Press release of June 8th, 2000
Copenhagen - Reuters, the global information and news group, and Scanrate Financial Systems, a Danish software developer, today launched a new real-time pricing and analytics service for the Danish Mortgage Backed Securities (MBSs) market. It will provide the market with a single, documented reference price calculation for all Danish MBS instruments.
Danish MBSs are pools of mortgage debt, repackaged to create tradable securities. Any of the underlying mortgages can be repaid early by property owners. When this happens, the issuer has the legal obligation to withdraw from the market as many bonds as necessary to re-establish the balance between creditors and debtors.This assures that the Danish MBSs are solid and have high credit ratings. However, it also makes the exact maturity of the security uncertain.
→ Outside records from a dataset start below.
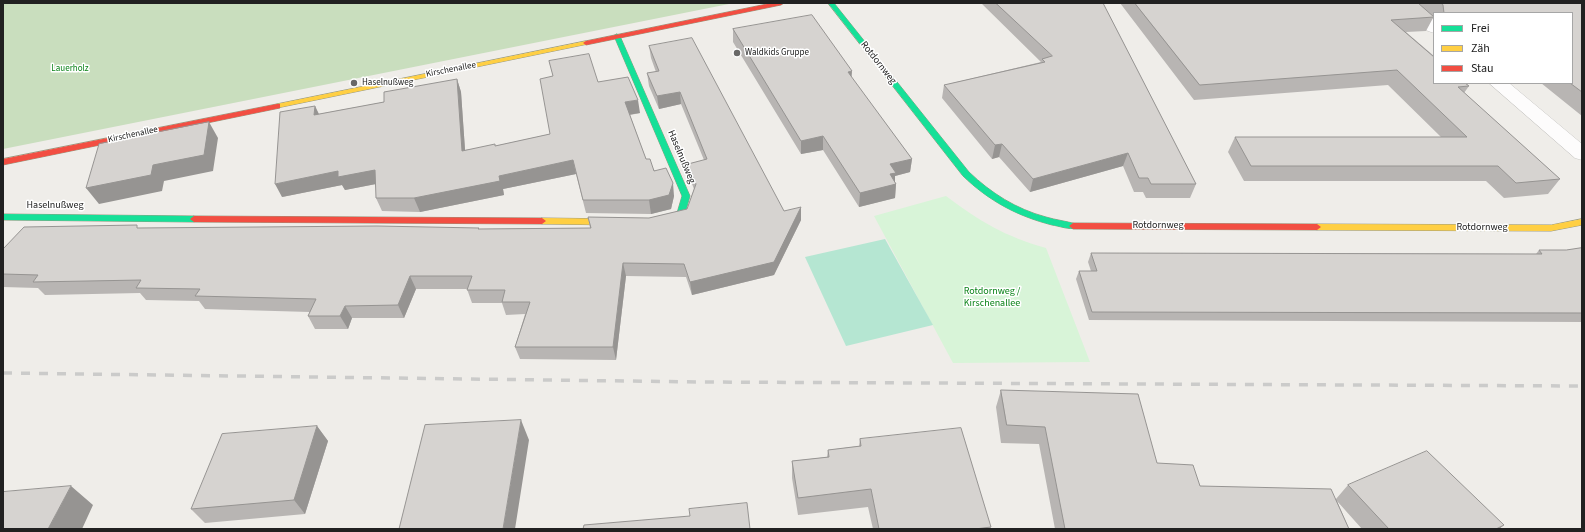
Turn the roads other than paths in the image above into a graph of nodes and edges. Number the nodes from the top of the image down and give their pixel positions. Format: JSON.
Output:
{"nodes":[{"id":1,"x":781,"y":3,"type":"edge"},
{"id":2,"x":831,"y":3,"type":"edge"},
{"id":3,"x":1406,"y":3,"type":"edge"},
{"id":4,"x":1433,"y":27,"type":"edge"},
{"id":5,"x":617,"y":36,"type":"junction"},
{"id":6,"x":1499,"y":84,"type":"edge"},
{"id":7,"x":1582,"y":154,"type":"edge"},
{"id":8,"x":3,"y":162,"type":"edge"},
{"id":9,"x":3,"y":217,"type":"edge"},
{"id":10,"x":627,"y":222,"type":"edge"},
{"id":11,"x":643,"y":222,"type":"edge"},
{"id":12,"x":1582,"y":222,"type":"edge"}],
"edges":[{"from":1,"to":5,"type":"street","name":"Kirschenallee"},
{"from":2,"to":12,"type":"street","name":"Rotdornweg"},
{"from":3,"to":4,"type":"street"},
{"from":5,"to":8,"type":"street","name":"Kirschenallee"},
{"from":5,"to":11,"type":"street","name":"Haselnußweg"},
{"from":6,"to":7,"type":"street"},
{"from":9,"to":10,"type":"street","name":"Haselnußweg"}]}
Consequently pricing of MBSs is very complex with the brokers and mortgage companies providing the main guide.
This new service's pricing calculation model is based on swap-yield curves and will enable Reuters customers to receive key analytics such as option-adjusted values, spreads, durations, convexity and other advanced measures for all MBS instruments.
Denmark's bond market is dominated by the substantial Danish MBS market.It is Europe's second-largest mortgage market, after the German Pfandbriefe, with some 1.243 trillion crowns (US$155 billion) outstanding at the end of 1999, almost twice the size of the government's bond market. The Danish MBS benchmark 2029 series alone has 222 billion crowns outstanding, one of Europe's biggest.
Large international investors are drawn to the Danish MBS market by the yield pick-up they provide over Danish state bonds, especially since European Monetary Union removed many of the big government yield spread previously available.Foreign investors started buying MBS' when Danish mortgage institutions were given international credit ratings in the mid-1990s. Currently foreigners hold over 10 percent of outstanding Danish mortgage bonds, up from three percent in the early 1990s.
Jean-François Rallier,general manager of Reuters Danmark A/S, commented:
"Valuing the Danish MBSs has always been very complex, be it for trading or for risk analysis purpose.The constant research and development of new adjustment models requires highly skilled resources, rarely available to many investors, particularly foreign ones.With the introduction of this innovative service, Scanrate Financial Systems and Reuters have combined their expertise and unique position of independence and freedom from bias to propose a reference. It will enable the buy-side to easily and reliably value their positions while the sell-side will benefit from renewed global investors' interest.We expect the demand for Danish MBSs to continue to grow."
Svend Jakobsen, ScanRate A/S, commented:
"With Reuters real time technology analysts are able to compare the DMBS results with in-house calculations. Everyone will of course take his or her own view, but it is our hope that the DMBS model could serve an important job as a common reference point in the communication between traders and investors in the mortgage bond market."